• _What is required_: Your response must be made up of each line in the data below that contains the string "roads".
*** Begin section ***
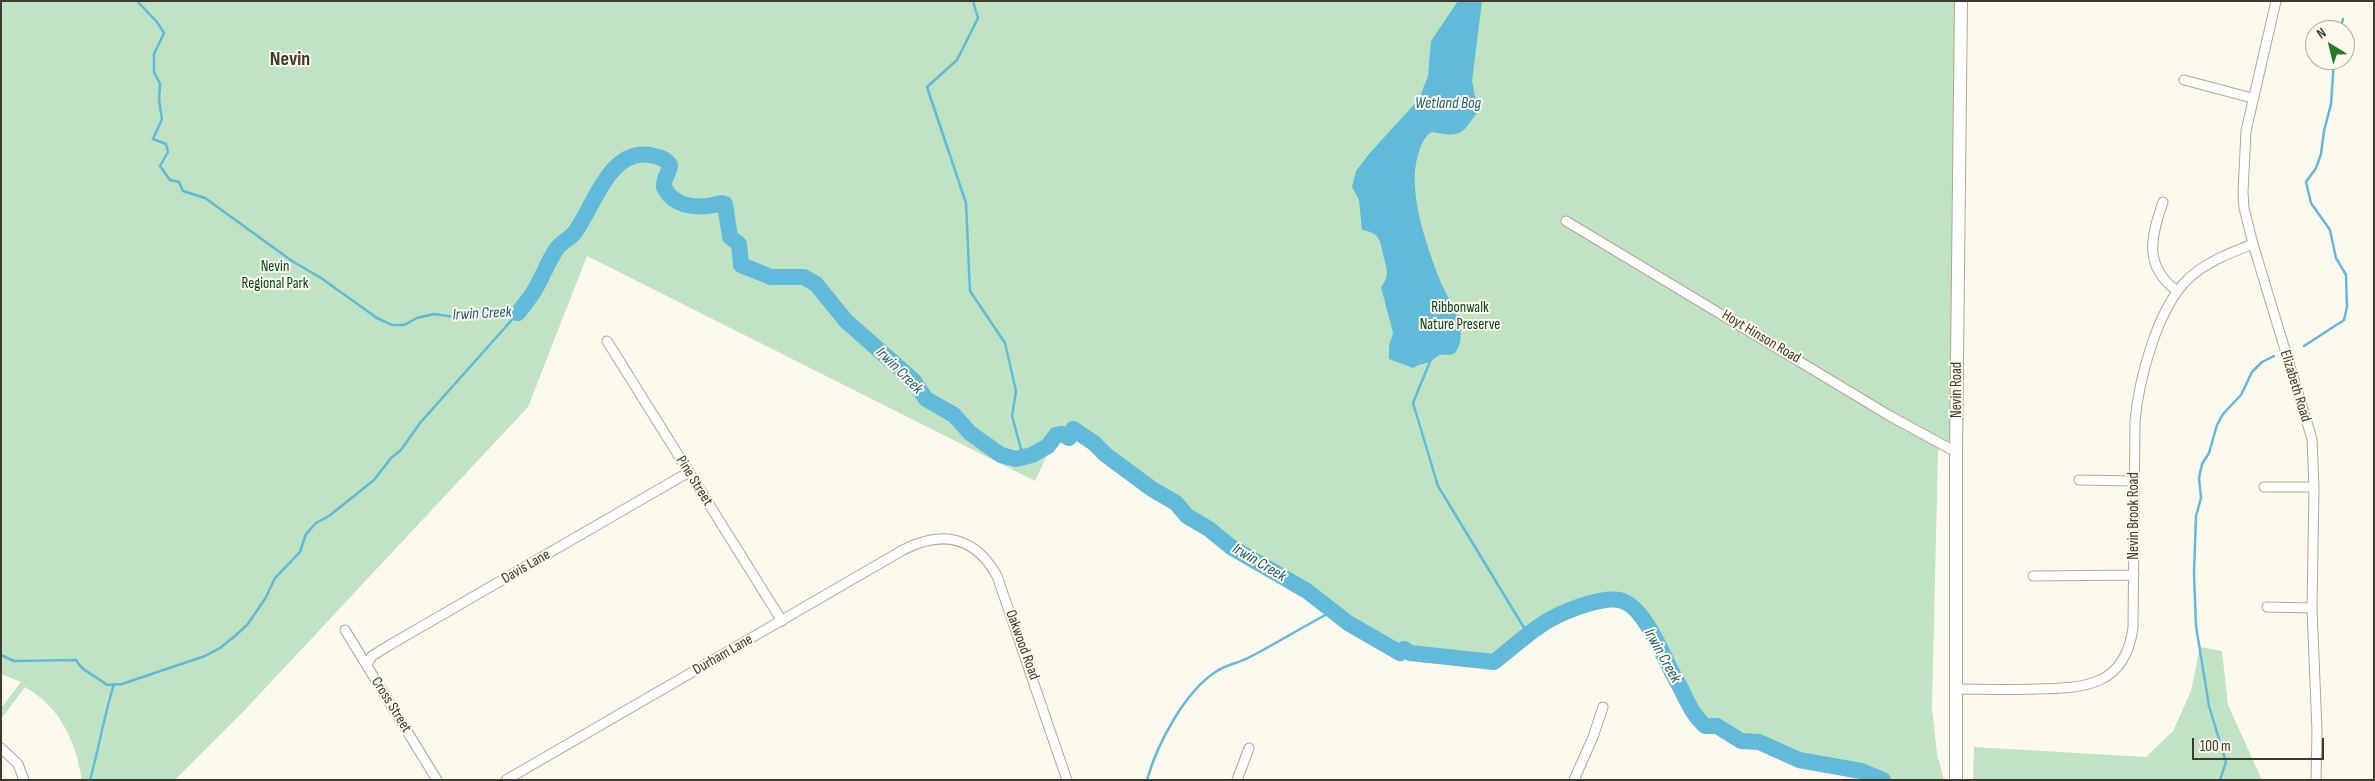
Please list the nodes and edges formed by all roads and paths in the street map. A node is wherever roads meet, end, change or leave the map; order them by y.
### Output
1 (1961, 1) edge
2 (2276, 1) edge
3 (2184, 80) dead end
4 (2252, 98) junction
5 (2163, 202) dead end
6 (1566, 221) dead end
7 (2253, 244) junction
8 (2177, 291) junction
9 (607, 341) dead end
10 (1956, 452) junction
11 (689, 472) junction
12 (2078, 480) dead end
13 (2134, 481) junction
14 (2314, 487) junction
15 (2264, 488) dead end
16 (943, 538) joint
17 (2134, 575) junction
18 (2033, 576) dead end
19 (2268, 607) dead end
20 (2312, 608) junction
21 (782, 621) junction
22 (345, 630) dead end
23 (367, 664) junction
24 (1956, 689) junction
25 (1603, 707) dead end
26 (1, 748) edge
27 (1249, 748) dead end
28 (24, 780) edge
29 (437, 780) edge
30 (506, 780) edge
31 (1067, 780) edge
32 (1237, 780) edge
33 (1574, 780) edge
34 (1956, 780) edge
35 (2316, 780) edge

1 - 10 main road, Nevin Road
2 - 4 street, Elizabeth Road
3 - 4 street
4 - 7 street, Elizabeth Road
5 - 8 street
6 - 10 street, Hoyt Hinson Road
7 - 8 street, Nevin Brook Road
7 - 14 street, Elizabeth Road
8 - 13 street, Nevin Brook Road
9 - 11 street, Pine Street
10 - 24 main road, Nevin Road
11 - 21 street, Pine Street
11 - 23 street, Davis Lane
12 - 13 street
13 - 17 street, Nevin Brook Road
14 - 15 street
14 - 20 street, Elizabeth Road
16 - 21 street, Durham Lane
16 - 31 street, Oakwood Road
17 - 18 street
17 - 24 street, Nevin Brook Road
19 - 20 street
20 - 35 street, Elizabeth Road
21 - 30 street, Durham Lane
22 - 23 street, Cross Street
23 - 29 street, Cross Street
24 - 34 main road, Nevin Road
25 - 33 street
26 - 28 street
27 - 32 street

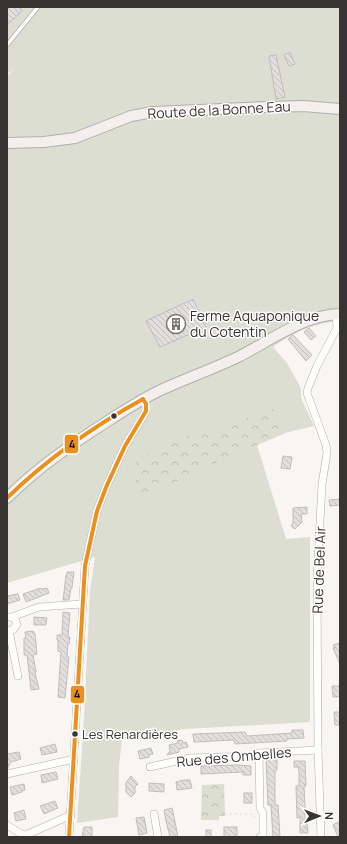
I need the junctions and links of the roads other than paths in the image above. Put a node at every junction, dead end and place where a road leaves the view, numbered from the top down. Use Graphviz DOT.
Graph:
*** End section ***
• _Answer space_:
Please list the nodes and edges formed by all roads and paths in the street map. A node is wherever roads meet, end, change or leave the map; order them by y.
I need the junctions and links of the roads other than paths in the image above. Put a node at every junction, dead end and place where a road leaves the view, numbered from the top down. Use Graphviz DOT.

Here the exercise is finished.